__Records provided__.
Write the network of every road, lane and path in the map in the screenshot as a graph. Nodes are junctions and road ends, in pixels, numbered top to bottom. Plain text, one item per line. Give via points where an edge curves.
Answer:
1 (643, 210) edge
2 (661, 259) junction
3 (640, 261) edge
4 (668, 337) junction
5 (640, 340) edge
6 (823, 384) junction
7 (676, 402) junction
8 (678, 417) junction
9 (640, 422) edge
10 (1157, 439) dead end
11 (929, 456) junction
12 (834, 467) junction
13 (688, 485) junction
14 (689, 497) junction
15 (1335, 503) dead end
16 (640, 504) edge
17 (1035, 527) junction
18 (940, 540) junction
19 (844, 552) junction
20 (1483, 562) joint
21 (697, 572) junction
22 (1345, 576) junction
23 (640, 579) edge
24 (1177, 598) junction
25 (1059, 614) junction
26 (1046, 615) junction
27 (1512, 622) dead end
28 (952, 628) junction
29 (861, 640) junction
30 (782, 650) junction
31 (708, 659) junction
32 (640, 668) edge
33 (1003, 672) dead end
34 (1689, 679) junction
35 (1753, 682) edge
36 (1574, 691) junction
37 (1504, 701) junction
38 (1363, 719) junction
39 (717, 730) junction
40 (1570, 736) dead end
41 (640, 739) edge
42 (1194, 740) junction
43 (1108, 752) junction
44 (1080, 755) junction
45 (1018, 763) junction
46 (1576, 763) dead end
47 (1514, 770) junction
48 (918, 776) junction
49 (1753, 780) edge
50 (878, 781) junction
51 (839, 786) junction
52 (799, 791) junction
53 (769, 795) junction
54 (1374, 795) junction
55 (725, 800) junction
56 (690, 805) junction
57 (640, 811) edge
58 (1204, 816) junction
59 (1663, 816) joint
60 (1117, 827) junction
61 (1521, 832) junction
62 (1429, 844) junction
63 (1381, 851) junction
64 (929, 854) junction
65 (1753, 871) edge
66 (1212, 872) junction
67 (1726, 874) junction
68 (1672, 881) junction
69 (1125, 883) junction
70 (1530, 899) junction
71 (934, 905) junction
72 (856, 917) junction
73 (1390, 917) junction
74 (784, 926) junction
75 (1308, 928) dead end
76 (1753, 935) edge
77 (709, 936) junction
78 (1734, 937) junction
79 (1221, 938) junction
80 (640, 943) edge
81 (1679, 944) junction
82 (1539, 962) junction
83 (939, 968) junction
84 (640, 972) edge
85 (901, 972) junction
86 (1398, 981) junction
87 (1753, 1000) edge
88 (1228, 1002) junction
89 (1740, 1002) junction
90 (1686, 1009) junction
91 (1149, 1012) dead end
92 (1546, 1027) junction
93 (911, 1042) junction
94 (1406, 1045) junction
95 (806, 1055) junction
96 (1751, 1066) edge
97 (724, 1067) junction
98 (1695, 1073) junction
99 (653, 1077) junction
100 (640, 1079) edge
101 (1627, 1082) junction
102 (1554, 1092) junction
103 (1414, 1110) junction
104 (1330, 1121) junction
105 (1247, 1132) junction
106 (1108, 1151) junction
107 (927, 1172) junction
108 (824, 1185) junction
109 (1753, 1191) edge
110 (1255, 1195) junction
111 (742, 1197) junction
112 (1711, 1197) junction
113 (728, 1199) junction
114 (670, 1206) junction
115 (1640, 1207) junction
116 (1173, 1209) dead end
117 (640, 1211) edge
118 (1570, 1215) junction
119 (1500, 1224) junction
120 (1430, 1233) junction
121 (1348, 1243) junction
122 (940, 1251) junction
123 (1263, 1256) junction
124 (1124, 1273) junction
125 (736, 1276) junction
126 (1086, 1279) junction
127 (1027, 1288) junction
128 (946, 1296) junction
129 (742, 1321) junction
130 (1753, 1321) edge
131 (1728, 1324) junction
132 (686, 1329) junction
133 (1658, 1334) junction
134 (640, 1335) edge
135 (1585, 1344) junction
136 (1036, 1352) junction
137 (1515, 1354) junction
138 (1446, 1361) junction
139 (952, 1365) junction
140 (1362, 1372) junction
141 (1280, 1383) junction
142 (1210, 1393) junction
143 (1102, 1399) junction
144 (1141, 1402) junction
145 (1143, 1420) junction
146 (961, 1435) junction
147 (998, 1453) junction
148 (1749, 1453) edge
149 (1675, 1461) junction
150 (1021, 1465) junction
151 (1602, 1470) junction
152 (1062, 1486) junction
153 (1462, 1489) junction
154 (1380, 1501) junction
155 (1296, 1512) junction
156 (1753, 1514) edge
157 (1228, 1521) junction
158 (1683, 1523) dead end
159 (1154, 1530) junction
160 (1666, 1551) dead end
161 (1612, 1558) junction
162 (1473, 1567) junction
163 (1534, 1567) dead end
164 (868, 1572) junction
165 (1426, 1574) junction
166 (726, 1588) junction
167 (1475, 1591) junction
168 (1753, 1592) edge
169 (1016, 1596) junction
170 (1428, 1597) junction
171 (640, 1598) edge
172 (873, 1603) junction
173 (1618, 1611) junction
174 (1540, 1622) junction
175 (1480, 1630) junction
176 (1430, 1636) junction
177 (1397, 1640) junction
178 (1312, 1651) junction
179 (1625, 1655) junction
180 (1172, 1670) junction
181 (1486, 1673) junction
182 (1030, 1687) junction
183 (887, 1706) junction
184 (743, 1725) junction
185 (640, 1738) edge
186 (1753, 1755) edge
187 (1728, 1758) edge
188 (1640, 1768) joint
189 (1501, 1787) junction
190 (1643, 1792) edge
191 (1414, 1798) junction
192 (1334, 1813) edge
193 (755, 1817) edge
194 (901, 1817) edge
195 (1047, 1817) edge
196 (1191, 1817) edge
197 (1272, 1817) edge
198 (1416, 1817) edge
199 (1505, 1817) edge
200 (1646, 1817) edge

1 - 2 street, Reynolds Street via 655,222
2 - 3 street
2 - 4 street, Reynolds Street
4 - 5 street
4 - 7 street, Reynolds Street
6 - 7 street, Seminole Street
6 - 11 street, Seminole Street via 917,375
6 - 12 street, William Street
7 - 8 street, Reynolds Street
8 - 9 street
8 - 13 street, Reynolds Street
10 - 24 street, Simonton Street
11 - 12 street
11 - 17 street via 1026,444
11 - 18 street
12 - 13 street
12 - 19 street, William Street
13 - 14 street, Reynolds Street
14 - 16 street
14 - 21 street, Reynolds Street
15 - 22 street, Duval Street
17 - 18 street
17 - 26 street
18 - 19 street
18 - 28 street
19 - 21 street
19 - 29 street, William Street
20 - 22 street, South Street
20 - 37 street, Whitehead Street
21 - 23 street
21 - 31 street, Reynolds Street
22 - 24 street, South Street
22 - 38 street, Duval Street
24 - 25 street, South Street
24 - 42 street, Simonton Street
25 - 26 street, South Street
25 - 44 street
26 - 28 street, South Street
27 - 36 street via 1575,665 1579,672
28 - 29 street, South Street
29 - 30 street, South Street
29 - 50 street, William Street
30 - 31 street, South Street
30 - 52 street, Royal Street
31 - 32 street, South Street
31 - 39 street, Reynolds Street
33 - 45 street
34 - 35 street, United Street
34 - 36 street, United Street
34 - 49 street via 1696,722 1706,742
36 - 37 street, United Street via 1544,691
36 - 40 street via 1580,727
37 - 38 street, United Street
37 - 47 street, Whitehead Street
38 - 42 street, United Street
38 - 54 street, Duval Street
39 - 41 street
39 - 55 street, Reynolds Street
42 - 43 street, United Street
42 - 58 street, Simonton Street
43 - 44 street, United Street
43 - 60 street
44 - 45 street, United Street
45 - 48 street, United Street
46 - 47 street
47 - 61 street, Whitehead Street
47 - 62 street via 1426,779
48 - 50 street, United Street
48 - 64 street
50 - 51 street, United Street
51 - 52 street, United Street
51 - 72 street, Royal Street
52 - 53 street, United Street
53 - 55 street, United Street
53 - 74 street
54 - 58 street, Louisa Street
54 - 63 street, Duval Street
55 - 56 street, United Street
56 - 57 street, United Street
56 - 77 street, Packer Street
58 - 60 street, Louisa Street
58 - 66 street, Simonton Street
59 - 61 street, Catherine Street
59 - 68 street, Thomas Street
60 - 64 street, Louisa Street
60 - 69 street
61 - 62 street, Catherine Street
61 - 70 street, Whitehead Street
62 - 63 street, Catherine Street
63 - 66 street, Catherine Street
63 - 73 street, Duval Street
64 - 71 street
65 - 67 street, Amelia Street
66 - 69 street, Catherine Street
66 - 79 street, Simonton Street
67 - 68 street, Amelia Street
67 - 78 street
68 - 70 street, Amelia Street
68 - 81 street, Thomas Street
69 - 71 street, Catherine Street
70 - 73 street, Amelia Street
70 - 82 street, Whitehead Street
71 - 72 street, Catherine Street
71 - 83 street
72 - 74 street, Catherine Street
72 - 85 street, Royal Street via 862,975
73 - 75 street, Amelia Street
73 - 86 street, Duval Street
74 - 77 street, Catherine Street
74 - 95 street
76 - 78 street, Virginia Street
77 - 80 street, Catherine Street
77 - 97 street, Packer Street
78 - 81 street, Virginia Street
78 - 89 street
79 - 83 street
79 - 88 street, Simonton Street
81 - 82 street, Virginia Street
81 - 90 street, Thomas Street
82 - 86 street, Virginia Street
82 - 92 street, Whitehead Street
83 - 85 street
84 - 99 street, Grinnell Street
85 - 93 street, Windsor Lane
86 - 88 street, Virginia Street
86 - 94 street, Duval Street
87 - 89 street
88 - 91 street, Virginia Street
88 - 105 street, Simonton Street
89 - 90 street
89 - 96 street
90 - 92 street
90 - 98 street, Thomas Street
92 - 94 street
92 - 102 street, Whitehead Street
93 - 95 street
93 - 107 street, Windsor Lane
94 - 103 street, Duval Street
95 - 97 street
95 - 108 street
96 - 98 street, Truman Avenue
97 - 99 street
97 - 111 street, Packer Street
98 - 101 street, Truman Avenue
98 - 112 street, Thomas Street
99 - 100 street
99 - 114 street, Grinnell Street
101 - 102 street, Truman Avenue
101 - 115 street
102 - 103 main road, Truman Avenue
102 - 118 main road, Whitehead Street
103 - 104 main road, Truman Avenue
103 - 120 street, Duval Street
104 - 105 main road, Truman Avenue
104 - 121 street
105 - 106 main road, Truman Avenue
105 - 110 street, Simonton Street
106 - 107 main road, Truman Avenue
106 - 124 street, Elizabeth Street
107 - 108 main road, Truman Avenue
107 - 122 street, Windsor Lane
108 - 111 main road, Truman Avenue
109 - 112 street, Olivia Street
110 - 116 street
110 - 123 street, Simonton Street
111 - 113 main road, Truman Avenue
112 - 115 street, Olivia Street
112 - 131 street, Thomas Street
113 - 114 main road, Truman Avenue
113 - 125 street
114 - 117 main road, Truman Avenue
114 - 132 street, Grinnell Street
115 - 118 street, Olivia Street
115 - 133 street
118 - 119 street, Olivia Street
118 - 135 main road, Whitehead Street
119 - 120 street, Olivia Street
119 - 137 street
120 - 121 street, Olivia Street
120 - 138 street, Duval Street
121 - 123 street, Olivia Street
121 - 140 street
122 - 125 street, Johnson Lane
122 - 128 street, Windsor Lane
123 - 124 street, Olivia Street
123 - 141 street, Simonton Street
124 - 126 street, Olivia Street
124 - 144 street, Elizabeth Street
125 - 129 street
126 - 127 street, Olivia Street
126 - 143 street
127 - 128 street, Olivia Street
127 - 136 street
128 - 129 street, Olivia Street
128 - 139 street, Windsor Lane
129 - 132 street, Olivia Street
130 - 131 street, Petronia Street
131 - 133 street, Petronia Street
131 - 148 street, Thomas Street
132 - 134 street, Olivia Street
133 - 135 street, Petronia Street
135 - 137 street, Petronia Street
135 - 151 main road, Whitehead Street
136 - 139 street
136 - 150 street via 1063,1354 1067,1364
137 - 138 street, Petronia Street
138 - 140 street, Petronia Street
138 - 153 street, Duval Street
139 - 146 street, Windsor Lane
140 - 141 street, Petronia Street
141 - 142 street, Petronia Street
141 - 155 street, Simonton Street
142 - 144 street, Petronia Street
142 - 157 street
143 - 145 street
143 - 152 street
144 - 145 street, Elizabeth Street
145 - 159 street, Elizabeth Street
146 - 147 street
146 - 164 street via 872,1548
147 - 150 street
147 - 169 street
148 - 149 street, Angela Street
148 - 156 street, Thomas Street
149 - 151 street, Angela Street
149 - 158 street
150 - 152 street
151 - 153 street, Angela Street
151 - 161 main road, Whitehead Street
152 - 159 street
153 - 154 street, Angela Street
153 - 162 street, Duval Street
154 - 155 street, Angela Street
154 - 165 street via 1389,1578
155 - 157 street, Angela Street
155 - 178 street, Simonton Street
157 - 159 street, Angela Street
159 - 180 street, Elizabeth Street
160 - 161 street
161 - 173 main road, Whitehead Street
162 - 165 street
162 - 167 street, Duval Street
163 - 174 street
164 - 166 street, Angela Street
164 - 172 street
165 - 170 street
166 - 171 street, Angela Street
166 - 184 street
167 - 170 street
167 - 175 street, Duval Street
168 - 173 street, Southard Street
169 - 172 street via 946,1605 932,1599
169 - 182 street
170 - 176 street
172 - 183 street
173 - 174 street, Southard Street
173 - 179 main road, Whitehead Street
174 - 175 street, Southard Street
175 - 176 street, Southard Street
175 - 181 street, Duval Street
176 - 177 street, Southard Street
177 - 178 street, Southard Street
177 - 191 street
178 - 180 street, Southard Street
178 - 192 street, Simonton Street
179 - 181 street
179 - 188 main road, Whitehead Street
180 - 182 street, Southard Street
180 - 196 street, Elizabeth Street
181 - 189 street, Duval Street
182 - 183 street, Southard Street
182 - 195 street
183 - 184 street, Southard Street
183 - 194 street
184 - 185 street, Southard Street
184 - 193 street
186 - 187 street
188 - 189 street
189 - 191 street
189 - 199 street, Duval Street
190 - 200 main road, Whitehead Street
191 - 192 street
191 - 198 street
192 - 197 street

__Goal of the exercise__.
Search the data above for the word "Amelia" and report how many lines contain it, with nothing further.

__Written solution__.
5